This is a tale of love.
A few months ago, I ordered the knife I mentioned above.
I knew the handle wasn’t bound and wondered how best to wrap it. One of my close friends at work is very good at doing things with his hands, so I brought him the knife, semi-jokingly sent him a bunch of YouTube videos on ‘ornamental coxcombing’, the kind of rope-tying techniques 19th century shipwrights used, and left him to it.
Seven weeks later and after a few increasingly impatient queries from me, he’s reported back with the following:
“Well, it’s been involved. First, I watched about seven hours of the YouTube videos and bought some thin plasticky rope and a vice and made some blade-protectors out of an old tire, and I practiced the knotting over the course of about three days on broom handles and rolling pins before trying it on the knife. Then, when I thought I had the technique down OK, I decided the rope gauge was too thick and it didn’t look good, so I went to three different Bunnings hardware shops to try to find different kinds of rope thicknesses and re-did it. I re-did it about four or five times after that, but I still didn’t think it was good enough, so I then went to a specialist boating shop and bought some 5mm yachting twine. That was the right thickness and everything, but then the ends were fraying every time, so I tried burning them off, but it looked shit, and then I tried covering them in wax, and I didn’t like that either, so then I tried binding the rope ends in fishing wire and using needle-nose pliers to do the pushing through.

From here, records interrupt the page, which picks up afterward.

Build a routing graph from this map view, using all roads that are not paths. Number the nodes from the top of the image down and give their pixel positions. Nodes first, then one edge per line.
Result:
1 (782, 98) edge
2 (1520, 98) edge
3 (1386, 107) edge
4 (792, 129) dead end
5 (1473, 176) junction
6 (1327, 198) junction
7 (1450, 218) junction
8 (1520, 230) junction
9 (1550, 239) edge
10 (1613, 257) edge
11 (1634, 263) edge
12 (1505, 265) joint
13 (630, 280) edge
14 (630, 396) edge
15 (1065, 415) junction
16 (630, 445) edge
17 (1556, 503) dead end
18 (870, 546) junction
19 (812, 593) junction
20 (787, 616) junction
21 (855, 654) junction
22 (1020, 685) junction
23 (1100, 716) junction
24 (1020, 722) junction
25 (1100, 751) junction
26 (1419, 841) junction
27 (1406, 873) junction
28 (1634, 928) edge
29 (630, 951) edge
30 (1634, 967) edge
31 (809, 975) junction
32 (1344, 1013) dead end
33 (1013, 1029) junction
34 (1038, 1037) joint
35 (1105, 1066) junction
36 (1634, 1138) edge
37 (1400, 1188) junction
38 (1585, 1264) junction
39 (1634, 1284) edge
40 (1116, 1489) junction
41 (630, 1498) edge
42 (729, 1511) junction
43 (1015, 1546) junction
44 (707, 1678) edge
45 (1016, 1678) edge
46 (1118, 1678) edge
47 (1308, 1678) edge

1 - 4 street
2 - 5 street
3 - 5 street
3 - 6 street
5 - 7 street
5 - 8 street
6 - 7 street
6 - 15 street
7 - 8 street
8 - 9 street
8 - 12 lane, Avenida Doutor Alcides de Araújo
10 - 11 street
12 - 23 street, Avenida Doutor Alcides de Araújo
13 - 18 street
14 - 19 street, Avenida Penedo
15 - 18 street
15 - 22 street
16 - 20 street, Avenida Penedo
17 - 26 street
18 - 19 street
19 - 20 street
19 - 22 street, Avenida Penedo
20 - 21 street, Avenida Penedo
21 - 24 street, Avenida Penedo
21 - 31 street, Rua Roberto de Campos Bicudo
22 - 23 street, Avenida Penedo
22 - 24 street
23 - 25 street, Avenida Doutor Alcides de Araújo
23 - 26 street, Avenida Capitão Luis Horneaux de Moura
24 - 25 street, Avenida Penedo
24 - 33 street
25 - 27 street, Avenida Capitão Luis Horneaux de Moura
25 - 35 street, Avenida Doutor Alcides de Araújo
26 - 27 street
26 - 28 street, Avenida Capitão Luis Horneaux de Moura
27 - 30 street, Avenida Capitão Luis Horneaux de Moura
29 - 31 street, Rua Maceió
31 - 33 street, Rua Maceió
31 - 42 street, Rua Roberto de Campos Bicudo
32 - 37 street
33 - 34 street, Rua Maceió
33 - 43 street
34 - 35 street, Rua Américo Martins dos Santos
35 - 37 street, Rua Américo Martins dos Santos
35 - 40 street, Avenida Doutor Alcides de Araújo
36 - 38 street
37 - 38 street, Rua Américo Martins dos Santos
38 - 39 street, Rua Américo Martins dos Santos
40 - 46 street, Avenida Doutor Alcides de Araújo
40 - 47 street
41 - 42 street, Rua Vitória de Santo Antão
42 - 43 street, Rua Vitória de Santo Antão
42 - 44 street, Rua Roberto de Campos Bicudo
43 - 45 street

THEN I realised that the handle of the knife is just slightly curved, which meant the rope was sitting up slightly higher on one end than the other, so I went to a chemist and bought a syringe and injected acrylic cement underneath the last knots to raise them slightly. Well, I had to go to the chemist four times because the first needles I bought were far too thin to push the acrylic through. I’m pretty sure they thought I was a smack addict. Then, when I asked you to send me a photo of where they’ll go and I saw you’ve mounted your knife block on the left and you’re right handed? That’s why I’ve put the knots on that side. Anyway, here it is and it's for you and I hope you like it."
Now that’s a man who loves me.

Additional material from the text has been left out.